> YOUR GOAL: Please copy each line of the data that includes the string "Jana".

Records from a collection:
BEGIN

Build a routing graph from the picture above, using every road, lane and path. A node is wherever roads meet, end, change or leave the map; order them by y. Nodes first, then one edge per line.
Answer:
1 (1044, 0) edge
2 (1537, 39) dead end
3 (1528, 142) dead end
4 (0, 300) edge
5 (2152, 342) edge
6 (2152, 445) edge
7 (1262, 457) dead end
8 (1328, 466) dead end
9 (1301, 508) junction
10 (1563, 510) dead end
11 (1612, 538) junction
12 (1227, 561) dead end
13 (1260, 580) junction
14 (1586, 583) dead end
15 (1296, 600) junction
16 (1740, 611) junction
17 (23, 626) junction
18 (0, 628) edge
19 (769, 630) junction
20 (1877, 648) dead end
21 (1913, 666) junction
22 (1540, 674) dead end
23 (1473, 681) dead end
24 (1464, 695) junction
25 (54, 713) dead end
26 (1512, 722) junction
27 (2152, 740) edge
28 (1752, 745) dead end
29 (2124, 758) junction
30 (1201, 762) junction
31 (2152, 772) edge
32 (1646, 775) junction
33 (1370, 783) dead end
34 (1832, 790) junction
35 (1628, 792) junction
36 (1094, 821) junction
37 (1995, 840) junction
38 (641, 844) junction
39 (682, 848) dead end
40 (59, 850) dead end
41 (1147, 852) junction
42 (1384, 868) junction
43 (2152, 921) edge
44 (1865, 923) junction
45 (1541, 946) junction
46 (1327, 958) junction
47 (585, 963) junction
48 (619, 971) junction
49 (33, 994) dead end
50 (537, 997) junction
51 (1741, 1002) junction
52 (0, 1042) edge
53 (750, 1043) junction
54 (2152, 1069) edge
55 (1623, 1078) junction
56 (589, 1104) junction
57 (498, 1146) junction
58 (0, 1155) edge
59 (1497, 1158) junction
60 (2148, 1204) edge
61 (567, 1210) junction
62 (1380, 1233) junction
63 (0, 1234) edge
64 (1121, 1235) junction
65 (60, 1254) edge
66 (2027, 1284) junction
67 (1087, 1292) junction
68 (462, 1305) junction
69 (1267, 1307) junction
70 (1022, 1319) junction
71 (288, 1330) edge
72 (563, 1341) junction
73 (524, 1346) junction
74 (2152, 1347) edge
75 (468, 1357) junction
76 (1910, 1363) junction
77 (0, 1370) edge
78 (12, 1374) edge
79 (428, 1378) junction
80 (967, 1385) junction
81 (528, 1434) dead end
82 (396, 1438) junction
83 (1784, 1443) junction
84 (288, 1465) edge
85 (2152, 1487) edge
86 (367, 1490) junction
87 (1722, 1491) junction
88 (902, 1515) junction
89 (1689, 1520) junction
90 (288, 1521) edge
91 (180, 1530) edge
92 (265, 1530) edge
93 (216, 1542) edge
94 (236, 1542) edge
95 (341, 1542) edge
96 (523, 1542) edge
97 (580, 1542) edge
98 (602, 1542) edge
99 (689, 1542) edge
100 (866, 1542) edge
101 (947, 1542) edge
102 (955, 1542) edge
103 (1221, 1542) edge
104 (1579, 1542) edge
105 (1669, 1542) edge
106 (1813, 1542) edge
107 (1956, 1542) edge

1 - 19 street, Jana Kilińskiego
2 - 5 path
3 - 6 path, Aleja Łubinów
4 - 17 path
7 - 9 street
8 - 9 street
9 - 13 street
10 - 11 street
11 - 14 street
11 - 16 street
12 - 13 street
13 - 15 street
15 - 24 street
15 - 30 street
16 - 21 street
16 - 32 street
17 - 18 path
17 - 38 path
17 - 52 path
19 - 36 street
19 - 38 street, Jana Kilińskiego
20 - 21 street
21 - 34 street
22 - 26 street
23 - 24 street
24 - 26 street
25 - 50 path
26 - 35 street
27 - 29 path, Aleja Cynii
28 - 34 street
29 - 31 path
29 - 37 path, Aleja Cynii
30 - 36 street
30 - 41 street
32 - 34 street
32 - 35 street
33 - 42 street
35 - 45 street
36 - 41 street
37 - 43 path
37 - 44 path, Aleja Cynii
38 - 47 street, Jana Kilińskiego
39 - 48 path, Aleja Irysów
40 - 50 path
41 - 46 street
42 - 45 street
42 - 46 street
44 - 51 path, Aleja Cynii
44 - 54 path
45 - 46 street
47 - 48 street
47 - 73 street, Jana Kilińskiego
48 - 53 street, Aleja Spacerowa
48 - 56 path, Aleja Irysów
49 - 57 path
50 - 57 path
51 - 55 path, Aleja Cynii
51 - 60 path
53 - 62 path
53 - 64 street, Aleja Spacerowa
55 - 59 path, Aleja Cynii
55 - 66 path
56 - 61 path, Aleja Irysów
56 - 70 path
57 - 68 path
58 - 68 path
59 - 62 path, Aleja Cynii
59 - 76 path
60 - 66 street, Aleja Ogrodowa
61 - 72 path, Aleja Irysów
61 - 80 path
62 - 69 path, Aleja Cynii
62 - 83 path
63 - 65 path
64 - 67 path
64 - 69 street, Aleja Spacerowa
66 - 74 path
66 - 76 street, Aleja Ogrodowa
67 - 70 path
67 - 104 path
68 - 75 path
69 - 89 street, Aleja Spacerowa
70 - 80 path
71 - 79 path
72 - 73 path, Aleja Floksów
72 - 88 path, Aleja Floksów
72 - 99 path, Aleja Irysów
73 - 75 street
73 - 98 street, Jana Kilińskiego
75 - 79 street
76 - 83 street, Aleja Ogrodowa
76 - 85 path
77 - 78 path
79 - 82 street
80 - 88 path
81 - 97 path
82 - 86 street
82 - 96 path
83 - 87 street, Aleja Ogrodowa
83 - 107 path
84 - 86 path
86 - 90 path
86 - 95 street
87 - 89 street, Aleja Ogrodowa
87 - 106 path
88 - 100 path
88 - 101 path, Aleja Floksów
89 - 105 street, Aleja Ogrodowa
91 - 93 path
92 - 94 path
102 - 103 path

END

> EXERCISE RESULT:
1 - 19 street, Jana Kilińskiego
19 - 38 street, Jana Kilińskiego
38 - 47 street, Jana Kilińskiego
47 - 73 street, Jana Kilińskiego
73 - 98 street, Jana Kilińskiego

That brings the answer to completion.